I haven’t really changed my overall opinion of the world of finance as a result of reading this– obviously, since the rant I linked at the start of this post came from well after my golf trip– but it’s an enjoyable read. The only real weakness is that the book necessarily gets a little vague toward the end, because the more modern algorithms it discusses are both fearsomely complex and proprietary, still being used to make large sums of money for some ex-physicists and their hedge fund clients. As is characteristic of political writing, the epilogue in which he attempts to suggest solutions to the parlous current state of the world economy is kind of short on useful details (my own brilliant plan to fix the crisis by firing everybody on Wall Street and replacing them with unemployed physics students and post-docs who will work for a tenth the salary is still viable…), but then it’s an epilogue, so I can’t complain too seriously.

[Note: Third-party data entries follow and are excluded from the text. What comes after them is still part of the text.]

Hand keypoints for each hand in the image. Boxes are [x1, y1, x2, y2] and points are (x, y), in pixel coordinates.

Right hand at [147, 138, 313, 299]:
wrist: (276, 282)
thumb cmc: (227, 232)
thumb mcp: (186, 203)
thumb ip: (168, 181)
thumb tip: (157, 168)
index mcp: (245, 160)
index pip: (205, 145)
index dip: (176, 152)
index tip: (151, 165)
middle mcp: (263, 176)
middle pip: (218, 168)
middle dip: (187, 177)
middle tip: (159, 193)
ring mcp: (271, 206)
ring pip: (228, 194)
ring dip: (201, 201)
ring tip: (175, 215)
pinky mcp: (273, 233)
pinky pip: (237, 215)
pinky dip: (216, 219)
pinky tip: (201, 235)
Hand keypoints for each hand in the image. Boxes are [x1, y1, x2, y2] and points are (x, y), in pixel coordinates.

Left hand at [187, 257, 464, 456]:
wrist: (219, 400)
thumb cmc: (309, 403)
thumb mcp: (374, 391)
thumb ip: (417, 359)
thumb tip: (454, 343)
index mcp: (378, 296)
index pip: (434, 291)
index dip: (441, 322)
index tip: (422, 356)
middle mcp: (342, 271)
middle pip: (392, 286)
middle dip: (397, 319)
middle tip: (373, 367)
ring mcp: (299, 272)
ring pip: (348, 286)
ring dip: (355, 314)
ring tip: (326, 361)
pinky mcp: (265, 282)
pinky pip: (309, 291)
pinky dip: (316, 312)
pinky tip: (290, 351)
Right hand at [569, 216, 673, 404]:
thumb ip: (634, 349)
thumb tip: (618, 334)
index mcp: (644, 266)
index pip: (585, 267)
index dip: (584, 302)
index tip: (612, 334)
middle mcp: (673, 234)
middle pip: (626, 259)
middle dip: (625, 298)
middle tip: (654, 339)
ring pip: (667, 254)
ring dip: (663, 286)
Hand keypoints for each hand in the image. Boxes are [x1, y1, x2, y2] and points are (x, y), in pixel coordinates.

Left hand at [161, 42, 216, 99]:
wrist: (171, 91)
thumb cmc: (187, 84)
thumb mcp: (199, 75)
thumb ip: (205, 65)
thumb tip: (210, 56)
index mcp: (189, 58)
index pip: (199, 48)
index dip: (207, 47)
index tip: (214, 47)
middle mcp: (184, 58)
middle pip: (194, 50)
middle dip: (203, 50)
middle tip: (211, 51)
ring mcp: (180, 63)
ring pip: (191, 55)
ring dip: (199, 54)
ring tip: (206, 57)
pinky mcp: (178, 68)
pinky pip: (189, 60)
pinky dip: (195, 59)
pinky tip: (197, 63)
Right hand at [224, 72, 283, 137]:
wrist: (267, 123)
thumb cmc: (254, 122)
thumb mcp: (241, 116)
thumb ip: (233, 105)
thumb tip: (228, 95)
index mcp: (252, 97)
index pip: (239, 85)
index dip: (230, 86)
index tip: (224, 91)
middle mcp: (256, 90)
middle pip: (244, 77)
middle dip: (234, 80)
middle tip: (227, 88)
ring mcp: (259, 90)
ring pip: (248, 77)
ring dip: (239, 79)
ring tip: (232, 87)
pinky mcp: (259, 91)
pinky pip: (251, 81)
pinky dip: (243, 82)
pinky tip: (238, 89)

Anyway, I’m somewhat surprised to find myself recommending a book with this title, but if you’re interested in reading about the history of science and finance, this is a fun book. It does not, alas, provide any foolproof investing tips, and in fact spends a good bit of time arguing that there’s no such thing. Or maybe not, depending on whether a few of the modern ex-physicists he cites are actually sitting on algorithmic gold rather than the lucky monkeys whose random picks happened to write Shakespeare. But you can read the book for yourself, and decide which you prefer…

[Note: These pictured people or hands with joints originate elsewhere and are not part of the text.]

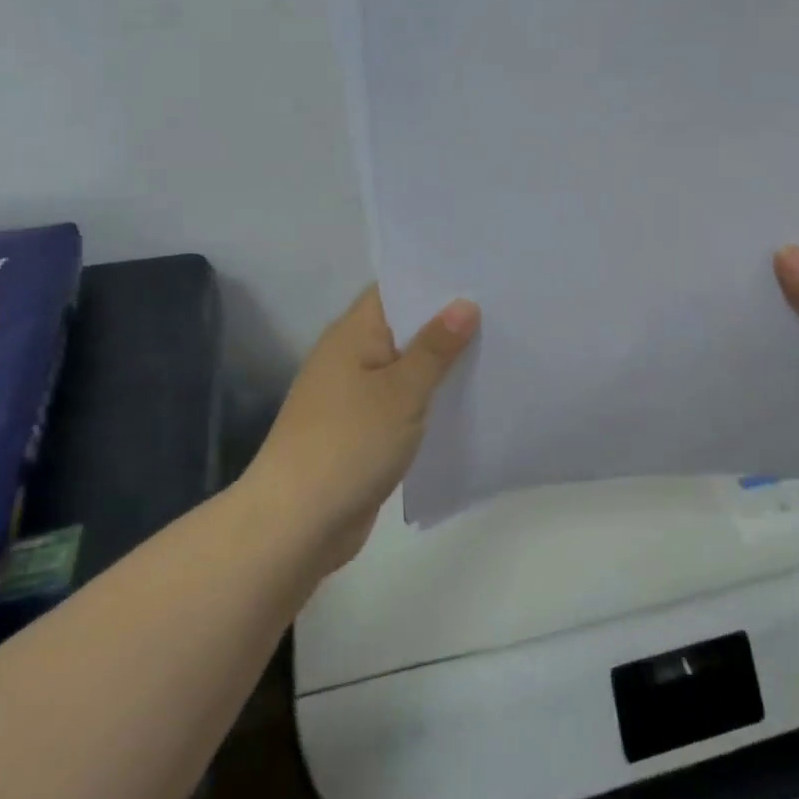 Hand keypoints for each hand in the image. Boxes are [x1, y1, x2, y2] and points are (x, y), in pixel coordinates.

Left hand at [245, 287, 477, 570]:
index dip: (434, 280)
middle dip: (447, 322)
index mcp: (352, 333)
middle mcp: (350, 356)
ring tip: (497, 348)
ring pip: (406, 367)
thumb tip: (465, 304)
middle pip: (404, 327)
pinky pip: (402, 402)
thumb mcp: (401, 390)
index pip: (395, 289)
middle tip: (502, 310)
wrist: (296, 524)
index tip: (480, 274)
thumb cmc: (349, 442)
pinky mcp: (361, 431)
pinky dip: (429, 398)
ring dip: (441, 364)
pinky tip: (467, 398)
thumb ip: (435, 347)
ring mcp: (353, 396)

Is physics to finance a particularly common career path?* My mom’s high school best friend’s husband was a theoritical physicist at a think tank (iirc), burned out in his late 30s(?), went to work on Wall Street, and made a tidy sum. I always thought it kind of made sense but was a bit of a weird path.
*I haven’t had any tea yet, so if I missed this in the post, I apologize.
Physics to finance is a very common path, or at least seems to be on this side of the finance wall. They are smart, know how to apply math to complex systems, and don’t realize how underpaid they are for the first few years since the amounts are so out of whack to the science pay scale. As a biologist turned finance weasel, I’d argue though that their big blind-spot is often over-simplyfing; the stuff that is often hardest to deal with, or at least outside of the math (transaction costs, structure of different markets, old-boy networks) are often the things that make the biggest difference in profitability. A lot of a new quant’s education is learning which parameters need to be constrained to be economically feasible.
I think the pendulum has swung too far toward finance being a valid career path. I’ve been asked on message boards by new physics grad students which sub-field of physics they should get their Ph.D. in in order to maximize their chances of getting a finance job. Not the best motivation for entering grad school.
I don’t know if it’s common, but when you hear people talking about quants, they’re usually referring to physicists/mathematicians turned financiers.
Hi Chad.
Thanks for the mention.
It is too early to tell what impact the book will have, but it is encouraging that Weatherall has used his book to point out that those most responsible for the financial crisis were really scapegoating mathematicians and physicists. In point of fact, mathematics and physics were the communities with the best skill sets to prevent another crisis by designing a better system. Thus blaming physicists had the double effect of transferring responsibility as well as preventing solutions in the future. This has always struck me a bit like a criminal mastermind succeeding in getting the detective he most fears accused of his crimes to discredit her.